Five Poems

by MA|DE

NO PERFORMANCES TODAY

At Showmen’s Rest, first-class boneyard for circus shellbacks, the

whistling past turns over, a dirty signal pulling at the lingering quiet. A

handful of blinked-out stars from the firmament reside here, eighty-six

conjoined souls buried in a Big Top grave. Those who stumbled through

their days now tuck away in the wailing night, silent. Clowns who

always entered the ring with their right feet first, acrobats who never

whistled under canvas tents, strongmen who eschewed peanuts in their

dressing rooms, all clutching at kernels that did not protect them; they

share a final act. The pranksters that made the world gasp, who vowed

to chase more laughter than tears, were undone in their sleeping cars,

in the predawn, at Ivanhoe Interlocking, where Life slipped on a banana

peel. A dead-heading train tore into them from behind, snatching up

the tumblers and fire-eaters, ringmasters and tightrope walkers.
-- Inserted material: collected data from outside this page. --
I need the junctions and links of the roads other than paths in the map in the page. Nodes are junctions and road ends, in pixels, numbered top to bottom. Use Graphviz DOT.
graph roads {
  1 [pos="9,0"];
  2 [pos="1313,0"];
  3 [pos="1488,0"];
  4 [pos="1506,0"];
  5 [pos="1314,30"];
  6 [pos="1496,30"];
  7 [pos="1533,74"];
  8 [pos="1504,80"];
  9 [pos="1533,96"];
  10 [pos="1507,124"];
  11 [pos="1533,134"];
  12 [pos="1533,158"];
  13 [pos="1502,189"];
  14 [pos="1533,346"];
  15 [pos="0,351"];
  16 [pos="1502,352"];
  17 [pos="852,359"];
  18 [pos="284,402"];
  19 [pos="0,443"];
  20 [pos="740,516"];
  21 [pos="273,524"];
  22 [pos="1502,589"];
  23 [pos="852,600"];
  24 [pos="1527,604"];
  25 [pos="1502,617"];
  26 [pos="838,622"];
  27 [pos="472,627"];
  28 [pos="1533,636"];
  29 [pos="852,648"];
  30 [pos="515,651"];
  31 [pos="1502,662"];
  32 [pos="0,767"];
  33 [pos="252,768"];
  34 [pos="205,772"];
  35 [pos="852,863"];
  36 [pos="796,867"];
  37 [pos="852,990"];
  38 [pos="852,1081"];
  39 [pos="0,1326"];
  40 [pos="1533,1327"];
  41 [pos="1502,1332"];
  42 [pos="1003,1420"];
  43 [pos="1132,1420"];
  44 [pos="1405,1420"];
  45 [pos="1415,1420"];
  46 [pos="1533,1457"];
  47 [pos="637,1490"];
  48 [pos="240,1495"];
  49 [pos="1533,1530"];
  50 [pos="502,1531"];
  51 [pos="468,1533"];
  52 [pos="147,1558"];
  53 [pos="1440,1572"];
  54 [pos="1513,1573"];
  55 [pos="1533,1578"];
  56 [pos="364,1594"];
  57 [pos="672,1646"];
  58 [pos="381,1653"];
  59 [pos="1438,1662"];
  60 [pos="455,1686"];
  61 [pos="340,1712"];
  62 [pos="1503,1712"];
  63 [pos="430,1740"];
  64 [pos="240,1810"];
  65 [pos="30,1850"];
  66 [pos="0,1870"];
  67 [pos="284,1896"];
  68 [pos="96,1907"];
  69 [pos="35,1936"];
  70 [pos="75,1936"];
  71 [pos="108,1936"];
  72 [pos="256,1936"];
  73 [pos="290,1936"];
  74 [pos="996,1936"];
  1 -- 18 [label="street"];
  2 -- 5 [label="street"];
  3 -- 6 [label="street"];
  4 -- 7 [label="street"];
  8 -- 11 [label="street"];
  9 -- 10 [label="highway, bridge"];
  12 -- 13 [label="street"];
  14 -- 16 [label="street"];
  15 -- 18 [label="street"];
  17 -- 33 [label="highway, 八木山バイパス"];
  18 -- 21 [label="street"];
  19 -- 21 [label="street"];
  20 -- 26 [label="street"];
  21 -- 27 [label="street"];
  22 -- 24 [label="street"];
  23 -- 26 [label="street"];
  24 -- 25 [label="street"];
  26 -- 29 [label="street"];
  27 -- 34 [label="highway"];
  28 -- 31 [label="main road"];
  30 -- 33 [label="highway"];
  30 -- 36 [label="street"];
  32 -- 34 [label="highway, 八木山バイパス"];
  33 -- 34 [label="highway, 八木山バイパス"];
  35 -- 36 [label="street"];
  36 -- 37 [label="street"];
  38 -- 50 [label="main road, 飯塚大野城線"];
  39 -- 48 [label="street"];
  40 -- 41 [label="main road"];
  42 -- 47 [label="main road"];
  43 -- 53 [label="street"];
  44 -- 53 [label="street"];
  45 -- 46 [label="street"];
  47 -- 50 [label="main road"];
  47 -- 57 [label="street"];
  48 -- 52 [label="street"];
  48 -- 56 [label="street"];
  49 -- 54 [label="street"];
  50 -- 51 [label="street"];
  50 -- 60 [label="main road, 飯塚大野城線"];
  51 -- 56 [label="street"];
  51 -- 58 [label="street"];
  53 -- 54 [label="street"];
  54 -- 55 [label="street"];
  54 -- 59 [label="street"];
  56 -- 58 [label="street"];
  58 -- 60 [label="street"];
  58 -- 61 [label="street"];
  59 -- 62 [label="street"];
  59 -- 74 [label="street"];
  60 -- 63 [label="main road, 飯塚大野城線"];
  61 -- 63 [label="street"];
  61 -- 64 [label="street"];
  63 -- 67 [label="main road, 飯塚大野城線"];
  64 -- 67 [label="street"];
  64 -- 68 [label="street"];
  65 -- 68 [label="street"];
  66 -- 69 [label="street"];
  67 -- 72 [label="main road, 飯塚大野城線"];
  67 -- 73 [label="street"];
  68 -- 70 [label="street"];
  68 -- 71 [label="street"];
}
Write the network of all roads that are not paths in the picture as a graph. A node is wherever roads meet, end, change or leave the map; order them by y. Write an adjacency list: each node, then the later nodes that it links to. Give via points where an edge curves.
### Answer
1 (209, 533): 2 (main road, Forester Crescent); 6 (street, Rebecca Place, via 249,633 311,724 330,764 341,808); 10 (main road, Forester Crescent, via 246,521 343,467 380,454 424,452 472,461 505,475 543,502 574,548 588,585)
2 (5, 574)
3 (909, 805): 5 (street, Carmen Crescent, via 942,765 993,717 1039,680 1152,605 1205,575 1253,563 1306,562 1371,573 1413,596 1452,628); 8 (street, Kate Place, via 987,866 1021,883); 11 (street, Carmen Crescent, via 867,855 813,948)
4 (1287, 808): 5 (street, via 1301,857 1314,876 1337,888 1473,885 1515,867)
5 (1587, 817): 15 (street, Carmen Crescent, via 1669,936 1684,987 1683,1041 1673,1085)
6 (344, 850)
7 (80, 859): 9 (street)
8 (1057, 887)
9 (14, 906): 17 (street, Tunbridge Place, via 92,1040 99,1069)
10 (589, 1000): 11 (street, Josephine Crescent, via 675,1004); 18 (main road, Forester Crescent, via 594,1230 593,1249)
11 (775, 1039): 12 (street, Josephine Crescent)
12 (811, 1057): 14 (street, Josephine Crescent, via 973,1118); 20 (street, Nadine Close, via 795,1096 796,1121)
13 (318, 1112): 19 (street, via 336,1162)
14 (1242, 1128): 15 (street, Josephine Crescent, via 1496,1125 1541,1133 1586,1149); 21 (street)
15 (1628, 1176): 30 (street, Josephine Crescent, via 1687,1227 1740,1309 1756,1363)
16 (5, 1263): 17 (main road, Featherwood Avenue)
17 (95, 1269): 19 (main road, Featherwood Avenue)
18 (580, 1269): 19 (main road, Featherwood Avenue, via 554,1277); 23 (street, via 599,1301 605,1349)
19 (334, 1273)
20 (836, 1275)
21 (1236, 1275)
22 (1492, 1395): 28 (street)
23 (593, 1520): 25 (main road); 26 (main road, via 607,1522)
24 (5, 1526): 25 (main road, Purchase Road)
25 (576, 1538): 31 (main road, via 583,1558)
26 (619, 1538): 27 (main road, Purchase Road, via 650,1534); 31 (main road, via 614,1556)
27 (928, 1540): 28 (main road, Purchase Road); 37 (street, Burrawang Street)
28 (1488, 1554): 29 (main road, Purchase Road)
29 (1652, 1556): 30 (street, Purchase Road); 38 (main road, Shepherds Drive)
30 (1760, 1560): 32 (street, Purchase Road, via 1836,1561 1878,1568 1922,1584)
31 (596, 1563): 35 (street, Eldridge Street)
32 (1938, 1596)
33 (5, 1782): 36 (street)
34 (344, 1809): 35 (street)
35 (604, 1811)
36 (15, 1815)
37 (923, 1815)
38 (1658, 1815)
A hot,

buttery end full of steam and kerosene. No animals were harmed. Out

of the gates of death, that universal cage, came the coterie of bears and

hippopotamuses, giraffes and rhinoceroses. Carrying the show for the

signal tower. Now, in the necropolis, the grandstanders and roustabouts

are silent for the first time, as stone elephants step into the caretaker’s

enormous shoes. Trunks sunk low, sifting the grass, they configure a

vigilant ring, genuflection for those who bowed out. Crowds, parading

their grief, come bearing the world’s cotton-candy condolences.

SKY BIRD

When the clouds took human

shape, we felt indivisible; heaven

and body, ontology as a single plane,

brittle pane. Arms out, embracing balance.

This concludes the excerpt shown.